Purpose: To evaluate outcome of radiotherapy for locally recurrent cervical and endometrial cancer.
Materials and methods: Nineteen patients were treated for a locally recurrent cervical (n=12) or endometrial (n=7) cancer median 26 months after initial surgery (n=18) or radiotherapy (n=1). The whole pelvis was irradiated with 50Gy conventionally fractionated radiotherapy (n=16). Because of large size of the recurrent cancer (median 4.5 cm) and peripheral location (n=12), stereotactic body radiotherapy (SBRT; median 3 fractions of 5Gy to 65%) was used for local dose escalation instead of (n=16) or combined with (n=3) vaginal brachytherapy.

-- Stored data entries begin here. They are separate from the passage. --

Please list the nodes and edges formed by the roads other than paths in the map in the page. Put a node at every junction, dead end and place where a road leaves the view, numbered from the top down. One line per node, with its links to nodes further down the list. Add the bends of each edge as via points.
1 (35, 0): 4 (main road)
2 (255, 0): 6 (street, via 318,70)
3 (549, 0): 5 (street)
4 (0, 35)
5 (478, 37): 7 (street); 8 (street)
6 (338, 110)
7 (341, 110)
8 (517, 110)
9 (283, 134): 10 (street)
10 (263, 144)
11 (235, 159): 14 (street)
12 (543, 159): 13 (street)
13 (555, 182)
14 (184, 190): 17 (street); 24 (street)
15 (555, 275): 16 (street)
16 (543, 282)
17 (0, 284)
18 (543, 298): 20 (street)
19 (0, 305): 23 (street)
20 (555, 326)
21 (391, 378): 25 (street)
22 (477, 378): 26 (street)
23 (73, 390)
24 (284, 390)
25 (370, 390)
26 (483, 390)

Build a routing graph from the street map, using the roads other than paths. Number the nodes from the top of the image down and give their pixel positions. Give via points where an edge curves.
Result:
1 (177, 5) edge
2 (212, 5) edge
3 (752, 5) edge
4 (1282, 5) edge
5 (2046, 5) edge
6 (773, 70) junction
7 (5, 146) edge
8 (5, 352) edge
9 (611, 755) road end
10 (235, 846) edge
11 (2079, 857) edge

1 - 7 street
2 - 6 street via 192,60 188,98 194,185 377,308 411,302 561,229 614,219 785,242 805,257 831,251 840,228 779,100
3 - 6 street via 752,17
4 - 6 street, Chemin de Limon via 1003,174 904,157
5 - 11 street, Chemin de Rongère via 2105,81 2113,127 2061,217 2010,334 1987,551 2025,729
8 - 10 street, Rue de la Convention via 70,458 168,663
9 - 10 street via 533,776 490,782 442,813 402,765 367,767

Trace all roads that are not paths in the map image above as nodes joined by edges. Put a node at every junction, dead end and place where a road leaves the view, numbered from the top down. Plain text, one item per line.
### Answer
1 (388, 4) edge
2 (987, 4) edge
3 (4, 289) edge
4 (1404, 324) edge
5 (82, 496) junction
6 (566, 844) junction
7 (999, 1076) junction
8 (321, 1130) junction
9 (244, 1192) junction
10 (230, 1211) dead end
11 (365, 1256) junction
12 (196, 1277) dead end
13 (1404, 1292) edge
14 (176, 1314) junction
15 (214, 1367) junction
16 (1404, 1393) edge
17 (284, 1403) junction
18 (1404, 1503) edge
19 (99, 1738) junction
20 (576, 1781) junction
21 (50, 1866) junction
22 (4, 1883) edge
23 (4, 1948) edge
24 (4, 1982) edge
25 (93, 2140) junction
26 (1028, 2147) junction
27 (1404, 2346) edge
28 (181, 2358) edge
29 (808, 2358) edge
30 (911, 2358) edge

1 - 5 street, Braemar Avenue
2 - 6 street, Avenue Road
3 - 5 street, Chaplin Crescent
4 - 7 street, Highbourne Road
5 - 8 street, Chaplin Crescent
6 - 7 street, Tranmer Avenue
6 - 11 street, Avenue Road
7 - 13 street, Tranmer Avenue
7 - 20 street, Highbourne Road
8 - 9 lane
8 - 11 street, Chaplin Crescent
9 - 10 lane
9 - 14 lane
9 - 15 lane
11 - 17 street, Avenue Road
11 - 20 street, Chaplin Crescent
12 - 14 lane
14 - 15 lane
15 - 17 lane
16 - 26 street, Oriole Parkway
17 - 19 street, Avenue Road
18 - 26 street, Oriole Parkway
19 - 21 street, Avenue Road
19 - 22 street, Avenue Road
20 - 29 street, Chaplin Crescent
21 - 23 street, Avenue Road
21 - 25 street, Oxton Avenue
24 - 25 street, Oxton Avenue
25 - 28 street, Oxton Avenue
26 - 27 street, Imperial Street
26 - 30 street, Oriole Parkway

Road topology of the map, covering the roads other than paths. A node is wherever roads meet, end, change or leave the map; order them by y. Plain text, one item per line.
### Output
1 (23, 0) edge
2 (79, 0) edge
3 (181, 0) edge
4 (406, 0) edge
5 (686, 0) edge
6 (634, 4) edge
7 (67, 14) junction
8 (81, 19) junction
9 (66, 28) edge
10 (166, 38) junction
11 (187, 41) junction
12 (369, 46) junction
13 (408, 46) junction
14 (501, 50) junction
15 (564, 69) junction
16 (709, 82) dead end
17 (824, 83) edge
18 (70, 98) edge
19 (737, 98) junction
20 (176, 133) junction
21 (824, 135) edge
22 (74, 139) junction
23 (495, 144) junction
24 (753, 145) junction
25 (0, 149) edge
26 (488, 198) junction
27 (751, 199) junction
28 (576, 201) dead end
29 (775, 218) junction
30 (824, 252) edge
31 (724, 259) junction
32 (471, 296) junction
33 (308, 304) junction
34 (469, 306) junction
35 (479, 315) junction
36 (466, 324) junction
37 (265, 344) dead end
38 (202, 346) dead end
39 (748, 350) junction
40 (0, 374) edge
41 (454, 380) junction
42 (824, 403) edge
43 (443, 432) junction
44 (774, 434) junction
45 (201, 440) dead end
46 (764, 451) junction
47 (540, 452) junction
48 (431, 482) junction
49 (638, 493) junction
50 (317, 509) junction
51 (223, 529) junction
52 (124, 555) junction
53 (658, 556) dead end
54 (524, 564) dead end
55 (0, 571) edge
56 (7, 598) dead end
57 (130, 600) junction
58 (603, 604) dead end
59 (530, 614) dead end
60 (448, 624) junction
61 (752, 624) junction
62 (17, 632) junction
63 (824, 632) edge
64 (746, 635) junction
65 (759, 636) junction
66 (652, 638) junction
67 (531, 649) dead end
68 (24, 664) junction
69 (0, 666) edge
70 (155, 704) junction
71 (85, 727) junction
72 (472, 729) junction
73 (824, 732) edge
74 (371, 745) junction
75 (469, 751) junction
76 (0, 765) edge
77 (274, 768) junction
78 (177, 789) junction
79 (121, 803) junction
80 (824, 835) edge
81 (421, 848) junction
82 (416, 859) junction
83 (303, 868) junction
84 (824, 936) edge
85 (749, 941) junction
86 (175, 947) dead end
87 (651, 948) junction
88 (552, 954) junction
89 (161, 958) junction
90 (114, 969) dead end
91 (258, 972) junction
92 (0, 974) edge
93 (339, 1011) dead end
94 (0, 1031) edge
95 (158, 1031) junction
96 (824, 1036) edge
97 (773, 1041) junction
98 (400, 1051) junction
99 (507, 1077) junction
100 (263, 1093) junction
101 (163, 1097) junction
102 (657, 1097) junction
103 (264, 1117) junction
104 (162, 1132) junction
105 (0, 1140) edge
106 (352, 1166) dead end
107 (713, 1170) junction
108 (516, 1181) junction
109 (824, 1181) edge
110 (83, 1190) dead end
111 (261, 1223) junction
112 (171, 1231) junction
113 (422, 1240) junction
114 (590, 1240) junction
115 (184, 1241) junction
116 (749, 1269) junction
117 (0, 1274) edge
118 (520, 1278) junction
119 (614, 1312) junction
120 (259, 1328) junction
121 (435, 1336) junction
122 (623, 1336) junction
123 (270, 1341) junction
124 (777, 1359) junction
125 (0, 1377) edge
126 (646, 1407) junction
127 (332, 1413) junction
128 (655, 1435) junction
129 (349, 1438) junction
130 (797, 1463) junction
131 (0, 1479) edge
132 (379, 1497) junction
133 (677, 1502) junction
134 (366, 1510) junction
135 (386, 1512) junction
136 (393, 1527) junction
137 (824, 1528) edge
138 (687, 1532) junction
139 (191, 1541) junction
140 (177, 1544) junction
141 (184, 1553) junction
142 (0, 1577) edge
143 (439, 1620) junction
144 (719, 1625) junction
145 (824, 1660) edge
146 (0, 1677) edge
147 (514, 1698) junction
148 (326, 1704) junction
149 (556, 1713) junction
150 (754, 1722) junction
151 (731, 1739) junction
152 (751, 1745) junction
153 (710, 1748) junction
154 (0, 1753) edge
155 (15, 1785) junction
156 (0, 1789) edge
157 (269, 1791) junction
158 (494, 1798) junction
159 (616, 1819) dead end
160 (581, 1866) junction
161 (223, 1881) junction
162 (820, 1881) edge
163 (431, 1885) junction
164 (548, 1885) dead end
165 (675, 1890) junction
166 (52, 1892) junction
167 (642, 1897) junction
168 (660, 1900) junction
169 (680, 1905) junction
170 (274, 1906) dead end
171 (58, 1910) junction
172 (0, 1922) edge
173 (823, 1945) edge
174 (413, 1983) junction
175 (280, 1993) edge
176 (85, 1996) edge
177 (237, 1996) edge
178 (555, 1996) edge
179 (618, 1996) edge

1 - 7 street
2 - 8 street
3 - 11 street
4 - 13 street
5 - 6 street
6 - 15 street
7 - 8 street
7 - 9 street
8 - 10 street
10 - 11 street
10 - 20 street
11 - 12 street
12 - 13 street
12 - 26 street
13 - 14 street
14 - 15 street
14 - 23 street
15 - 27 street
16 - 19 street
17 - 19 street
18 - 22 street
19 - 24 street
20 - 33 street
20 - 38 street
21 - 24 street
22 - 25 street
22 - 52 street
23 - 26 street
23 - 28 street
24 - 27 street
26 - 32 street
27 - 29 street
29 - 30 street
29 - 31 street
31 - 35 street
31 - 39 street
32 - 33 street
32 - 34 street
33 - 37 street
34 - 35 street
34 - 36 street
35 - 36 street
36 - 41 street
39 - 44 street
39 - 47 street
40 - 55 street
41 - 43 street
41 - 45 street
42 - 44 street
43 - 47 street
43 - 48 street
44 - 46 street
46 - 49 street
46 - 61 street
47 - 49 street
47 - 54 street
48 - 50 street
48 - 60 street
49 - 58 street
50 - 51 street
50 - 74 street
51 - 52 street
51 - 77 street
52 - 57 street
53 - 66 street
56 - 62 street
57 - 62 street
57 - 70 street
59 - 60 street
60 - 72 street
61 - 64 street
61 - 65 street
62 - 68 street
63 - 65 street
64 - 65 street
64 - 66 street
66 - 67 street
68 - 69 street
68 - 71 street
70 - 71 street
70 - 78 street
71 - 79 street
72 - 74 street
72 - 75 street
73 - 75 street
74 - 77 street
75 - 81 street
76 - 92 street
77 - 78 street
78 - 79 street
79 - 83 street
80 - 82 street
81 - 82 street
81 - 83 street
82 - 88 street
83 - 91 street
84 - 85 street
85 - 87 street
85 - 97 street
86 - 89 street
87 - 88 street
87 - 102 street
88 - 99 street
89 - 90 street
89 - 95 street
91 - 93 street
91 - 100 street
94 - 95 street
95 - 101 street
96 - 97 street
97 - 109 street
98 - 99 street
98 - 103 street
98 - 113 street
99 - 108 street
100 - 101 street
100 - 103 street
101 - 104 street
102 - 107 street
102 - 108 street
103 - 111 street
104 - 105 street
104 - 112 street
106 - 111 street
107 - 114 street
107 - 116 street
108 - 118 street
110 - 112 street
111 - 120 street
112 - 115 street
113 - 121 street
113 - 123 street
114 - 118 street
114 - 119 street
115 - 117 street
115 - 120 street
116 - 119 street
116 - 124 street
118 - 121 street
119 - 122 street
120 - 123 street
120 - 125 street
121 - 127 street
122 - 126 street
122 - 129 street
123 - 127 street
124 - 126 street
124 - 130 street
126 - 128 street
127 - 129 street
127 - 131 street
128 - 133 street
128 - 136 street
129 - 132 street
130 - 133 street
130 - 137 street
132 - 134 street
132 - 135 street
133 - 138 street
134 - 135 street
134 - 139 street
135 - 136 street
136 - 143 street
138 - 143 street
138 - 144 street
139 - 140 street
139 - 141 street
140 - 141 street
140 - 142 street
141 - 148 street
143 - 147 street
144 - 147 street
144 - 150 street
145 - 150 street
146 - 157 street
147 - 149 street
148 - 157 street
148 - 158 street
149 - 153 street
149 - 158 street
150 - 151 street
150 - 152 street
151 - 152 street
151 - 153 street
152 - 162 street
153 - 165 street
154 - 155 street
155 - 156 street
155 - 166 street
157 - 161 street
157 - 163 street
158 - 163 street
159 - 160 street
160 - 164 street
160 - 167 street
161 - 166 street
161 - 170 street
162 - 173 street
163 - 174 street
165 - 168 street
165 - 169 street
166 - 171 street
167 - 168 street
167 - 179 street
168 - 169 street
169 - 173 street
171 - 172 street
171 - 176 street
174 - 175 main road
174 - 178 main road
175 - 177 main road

Results: After median follow-up of 22 months, 3-year overall survival was 34% with systemic progression the leading cause of death (7/10). Median time to systemic progression was 16 months. Three local recurrences resulted in a local control rate of 81% at 3 years. No correlation between survival, systemic or local control and any patient or treatment characteristic was observed. The rate of late toxicity>grade II was 25% at 3 years: two patients developed a grade IV intestino-vaginal fistula and one patient suffered from a grade IV small bowel ileus.
Conclusion: Image-guided SBRT for local dose escalation resulted in high rates of local control but was associated with significant late toxicity.